* [ASSIGNMENT]
Down to the last line, set down the listing below exactly, apart from its pictures.
■ ■ ■ ■ ■
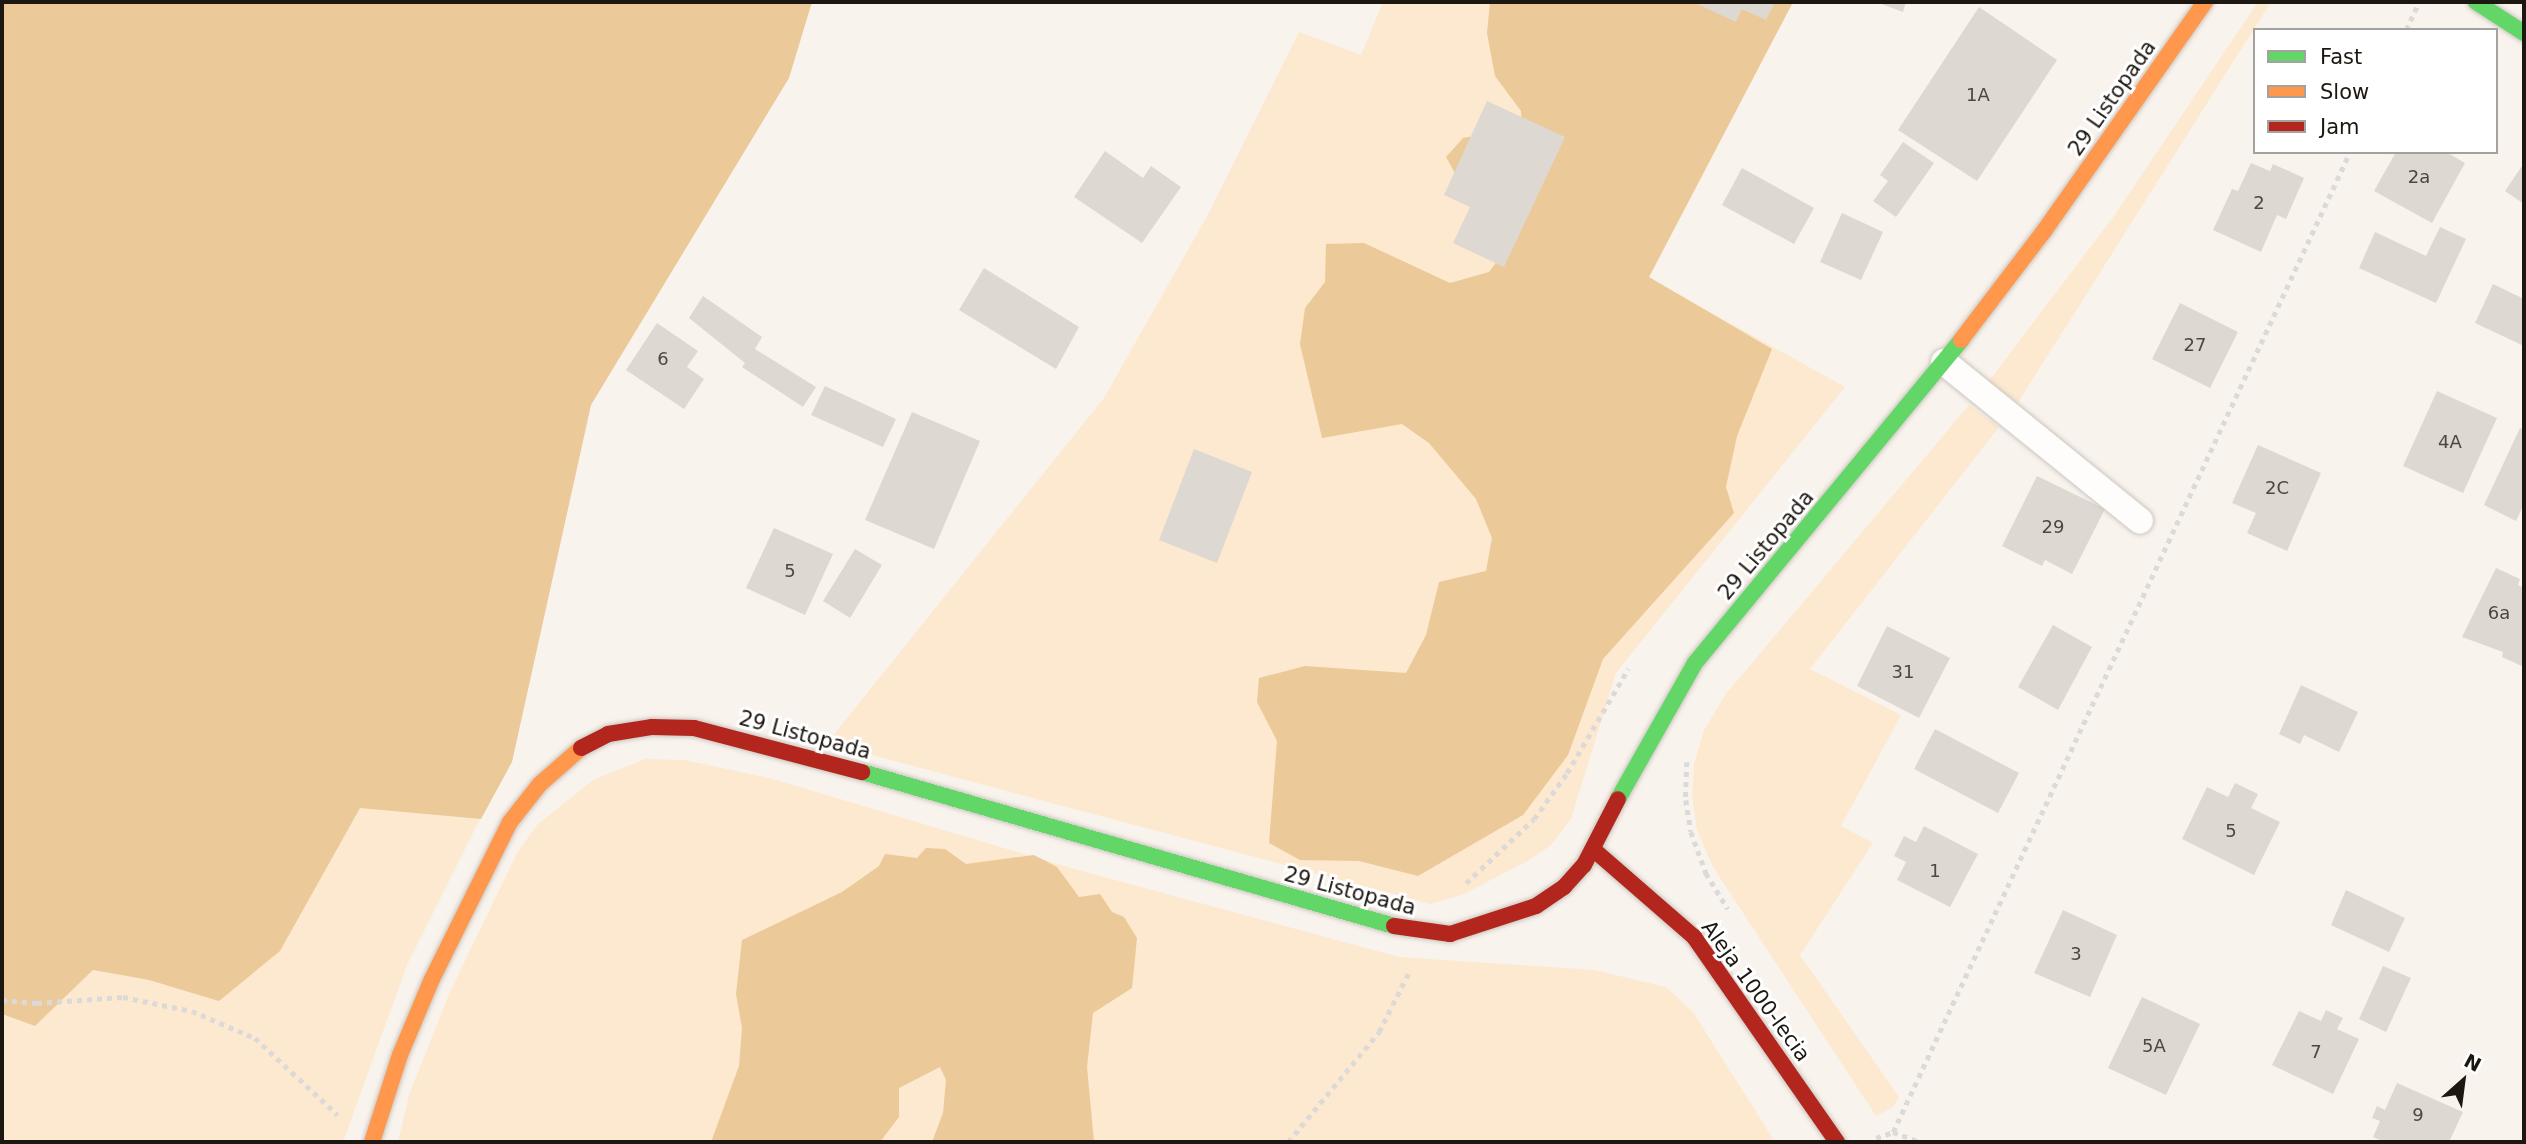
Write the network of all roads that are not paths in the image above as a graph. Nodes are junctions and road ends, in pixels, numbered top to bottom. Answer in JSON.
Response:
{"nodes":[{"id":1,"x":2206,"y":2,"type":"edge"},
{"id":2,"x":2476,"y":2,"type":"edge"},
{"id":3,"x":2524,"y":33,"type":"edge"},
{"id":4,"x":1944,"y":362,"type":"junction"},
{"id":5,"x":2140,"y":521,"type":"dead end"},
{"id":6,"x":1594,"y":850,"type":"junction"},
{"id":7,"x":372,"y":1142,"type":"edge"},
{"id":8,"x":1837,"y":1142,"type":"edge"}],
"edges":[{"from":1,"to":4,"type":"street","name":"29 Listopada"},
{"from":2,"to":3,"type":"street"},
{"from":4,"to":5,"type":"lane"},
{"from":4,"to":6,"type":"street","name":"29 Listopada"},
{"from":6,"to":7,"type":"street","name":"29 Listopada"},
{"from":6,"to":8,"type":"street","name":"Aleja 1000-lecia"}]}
■ ■ ■ ■ ■
* [WRITTEN SOLUTION]
Write the network of all roads that are not paths in the image above as a graph. Nodes are junctions and road ends, in pixels, numbered top to bottom. Answer in JSON.
Response:
{"nodes":[{"id":1,"x":2206,"y":2,"type":"edge"},
{"id":2,"x":2476,"y":2,"type":"edge"},
{"id":3,"x":2524,"y":33,"type":"edge"},
{"id":4,"x":1944,"y":362,"type":"junction"},
{"id":5,"x":2140,"y":521,"type":"dead end"},
{"id":6,"x":1594,"y":850,"type":"junction"},
{"id":7,"x":372,"y":1142,"type":"edge"},
{"id":8,"x":1837,"y":1142,"type":"edge"}],
"edges":[{"from":1,"to":4,"type":"street","name":"29 Listopada"},
{"from":2,"to":3,"type":"street"},
{"from":4,"to":5,"type":"lane"},
{"from":4,"to":6,"type":"street","name":"29 Listopada"},
{"from":6,"to":7,"type":"street","name":"29 Listopada"},
{"from":6,"to":8,"type":"street","name":"Aleja 1000-lecia"}]}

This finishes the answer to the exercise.